I've been working on a little Perl search engine module (current
working title DBIx::DocSearch, although for now it still has a
module called FooBar.pm). I decided to give it a thorough test by
indexing all the RFCs (about 5900 I think) which are installed by
the appropriate Debian packages. They're all gzipped, but that
wasn't a problem because I could just read them through a pipe from
zcat.
My first problem was dealing with character encodings in Perl 5.8.
I spent ages trying to work out how to convert an ISO-8859-1 string
into UTF-8 and have Perl's regex engine actually believe that
it was in UTF-8. I gave up on that and just removed non-ASCII
characters before tokenising the file. I'll have to fix that later,
but for this test it doesn't matter too much if I miss out the few
words which contain non-ASCII letters.

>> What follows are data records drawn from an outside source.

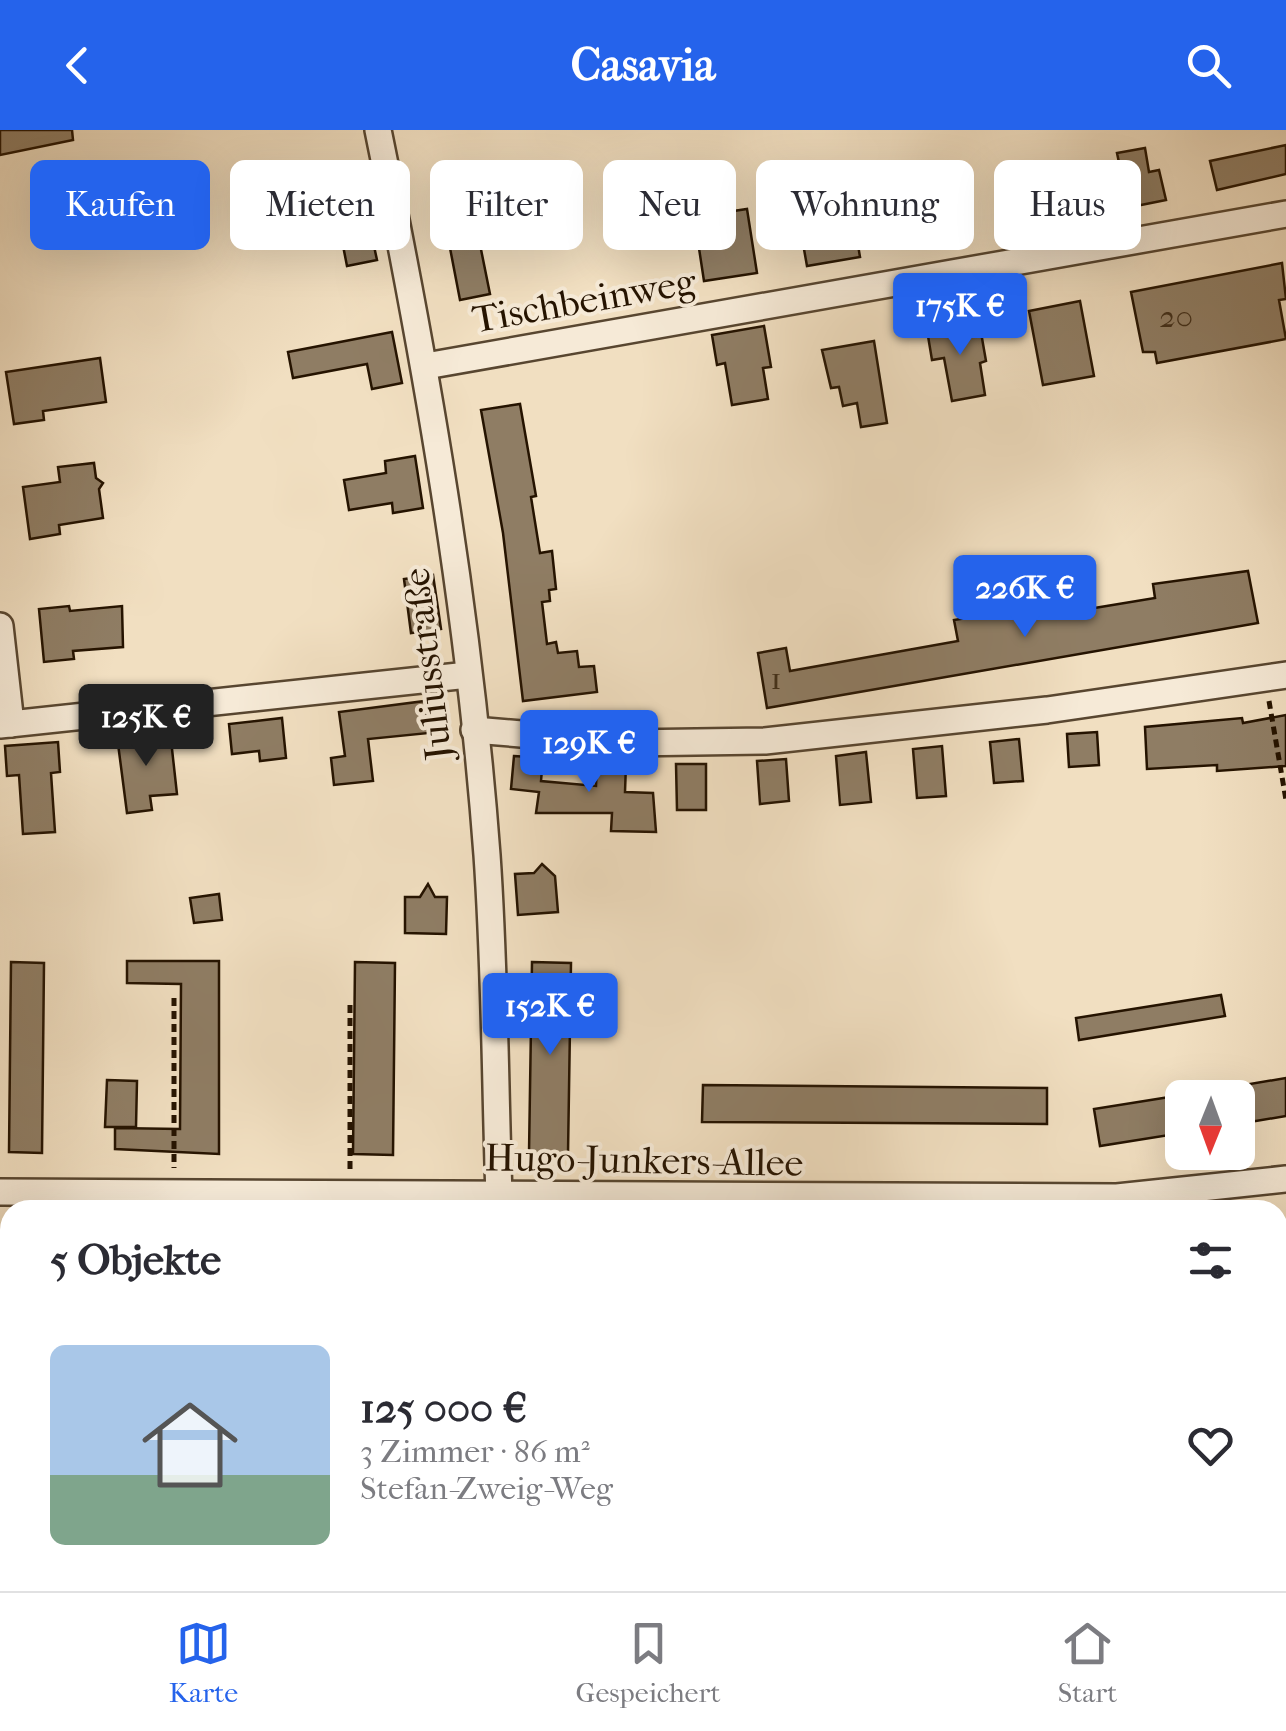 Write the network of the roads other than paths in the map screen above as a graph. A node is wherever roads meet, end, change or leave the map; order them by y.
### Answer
1 (378, 130) edge
2 (1286, 214) edge
3 (426, 366) junction
4 (0, 626) edge
5 (468, 676) junction
6 (1276, 677) edge
7 (6, 724) edge
8 (474, 730) junction
9 (1286, 1178) edge
10 (0, 1192) edge
11 (499, 1196) junction
12 (672, 1200) edge
13 (1000, 1200) edge

1 - 3 street, Juliusstraße
2 - 3 street, Tischbeinweg
3 - 5 street, Juliusstraße
4 - 7 street
5 - 7 street
5 - 8 street, Juliusstraße
6 - 8 street
8 - 11 street, Juliusstraße
9 - 13 street, Hugo-Junkers-Allee
10 - 11 street, Hugo-Junkers-Allee
11 - 12 street, Hugo-Junkers-Allee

At the same time I also used
y/\0//d to delete null bytes, because at least one RFC has a
load of those in, and they seem to break Postgres, or DBD::Pg or
something.
So with that problem solved, or at least side stepped, I tried
again. Leaving my machine running overnight the indexing process
eventually finished, but I noticed that it hadn't quite worked. The
time command told me it had been going for
1569m5.761s—over 26 hours! And it had terminated without doing
all the documents (only 4050 of them) complaining “IO::Pipe:
Cannot fork: Resource temporarily unavailable”.
Further investigation reveals that IO::Pipe doesn't automatically
clean up the processes it starts. It doesn't have a DESTROY
sub to do a waitpid(), so you have to call the close()
method. I hadn't realised that, so I must have had 4050 defunct
zcat processes hanging around. I think it died because I
have ulimit set to only allow 4095 ‘user processes’.
This is rather annoying, although I quite like the fact that I could
use my machine for a day without noticing that it had 4050 processes
lying around.